*** Opening of Given data ***

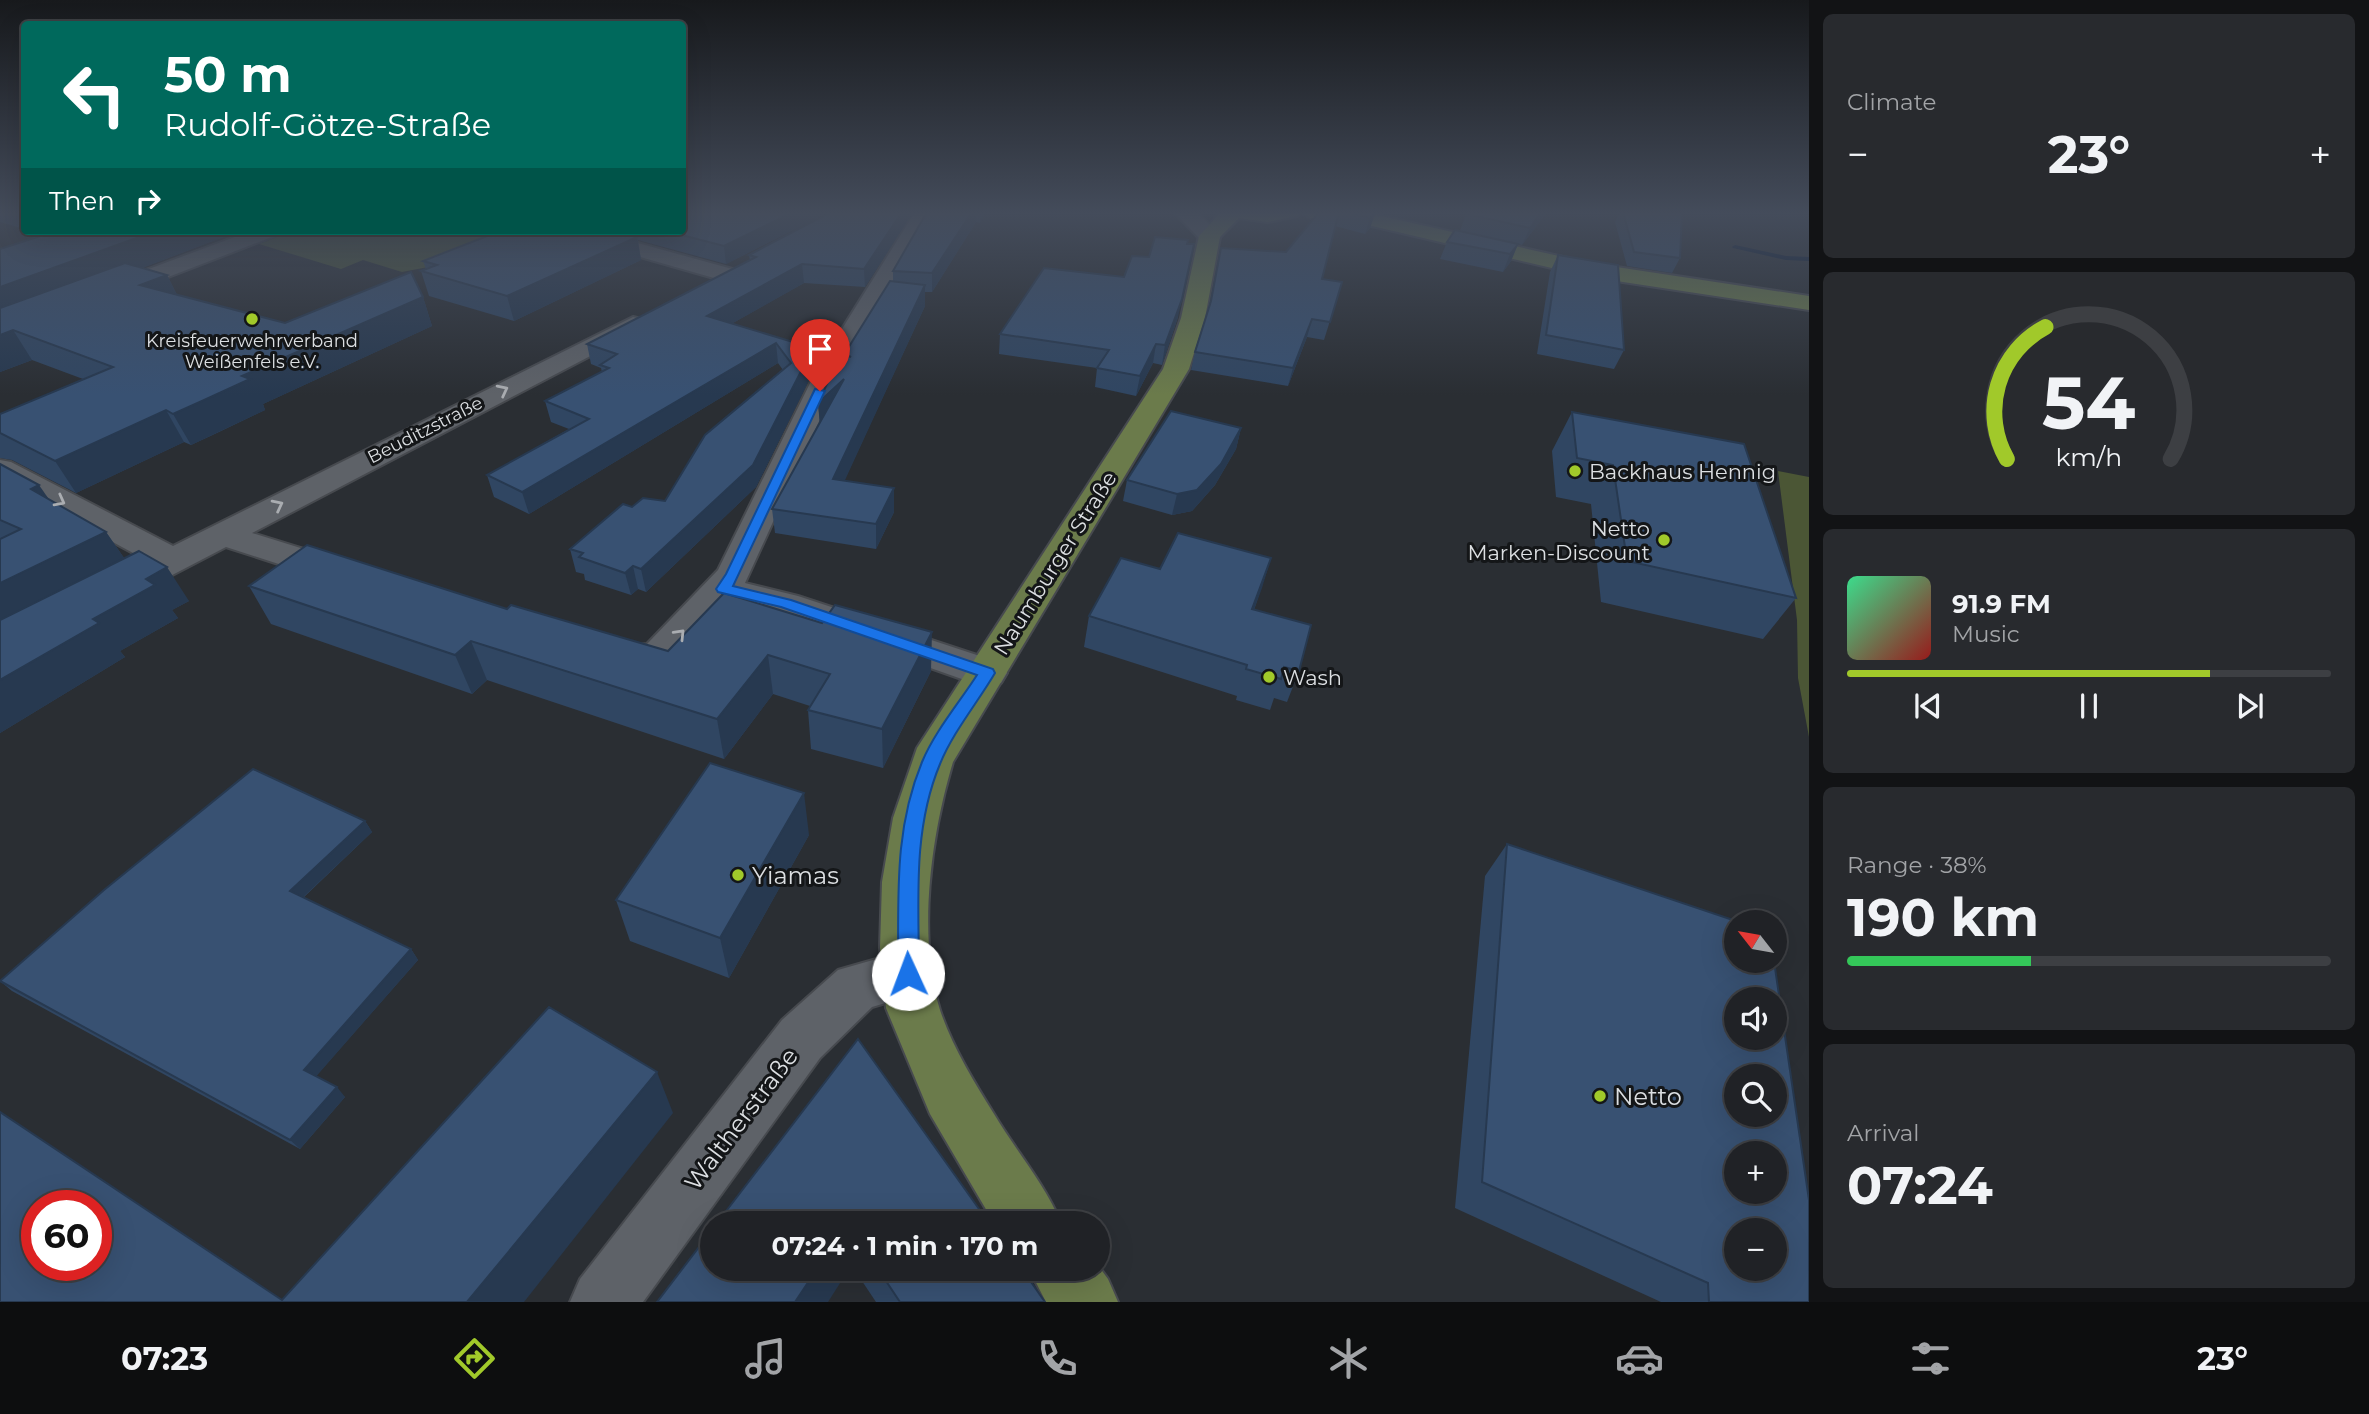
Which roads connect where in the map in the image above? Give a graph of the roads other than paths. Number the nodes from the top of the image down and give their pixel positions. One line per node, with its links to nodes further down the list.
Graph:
1 (159, 273): 7 (street)
2 (732, 273): 6 (street)
3 (888, 273): 14 (street)
4 (1202, 273): 17 (main road, Naumburger Straße)
5 (1608, 273): 8 (main road)
6 (691, 294)
7 (90, 299)
8 (1809, 303)
9 (654, 313): 11 (street, Beuditzstraße, one-way to 9)
10 (0, 469): 12 (street, one-way to 12)
11 (224, 533): 12 (street, Beuditzstraße); 13 (street)
12 (172, 561): 15 (street, Beuditzstraße)
13 (365, 580)
14 (723, 589): 16 (street, one-way to 14); 17 (street)
15 (98, 598)
16 (588, 648)
17 (987, 673): 18 (main road, Naumburger Straße)
18 (908, 974): 19 (main road, Naumburger Straße); 21 (street, Waltherstraße)
19 (1021, 1211)
20 (1070, 1281): 22 (main road)
21 (603, 1302)
22 (1085, 1302)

*** Close of Given data ***

Restate the records in full and word for word, but keep the pictures out.

Task answer:
Which roads connect where in the map in the image above? Give a graph of the roads other than paths. Number the nodes from the top of the image down and give their pixel positions. One line per node, with its links to nodes further down the list.
Graph:
1 (159, 273): 7 (street)
2 (732, 273): 6 (street)
3 (888, 273): 14 (street)
4 (1202, 273): 17 (main road, Naumburger Straße)
5 (1608, 273): 8 (main road)
6 (691, 294)
7 (90, 299)
8 (1809, 303)
9 (654, 313): 11 (street, Beuditzstraße, one-way to 9)
10 (0, 469): 12 (street, one-way to 12)
11 (224, 533): 12 (street, Beuditzstraße); 13 (street)
12 (172, 561): 15 (street, Beuditzstraße)
13 (365, 580)
14 (723, 589): 16 (street, one-way to 14); 17 (street)
15 (98, 598)
16 (588, 648)
17 (987, 673): 18 (main road, Naumburger Straße)
18 (908, 974): 19 (main road, Naumburger Straße); 21 (street, Waltherstraße)
19 (1021, 1211)
20 (1070, 1281): 22 (main road)
21 (603, 1302)
22 (1085, 1302)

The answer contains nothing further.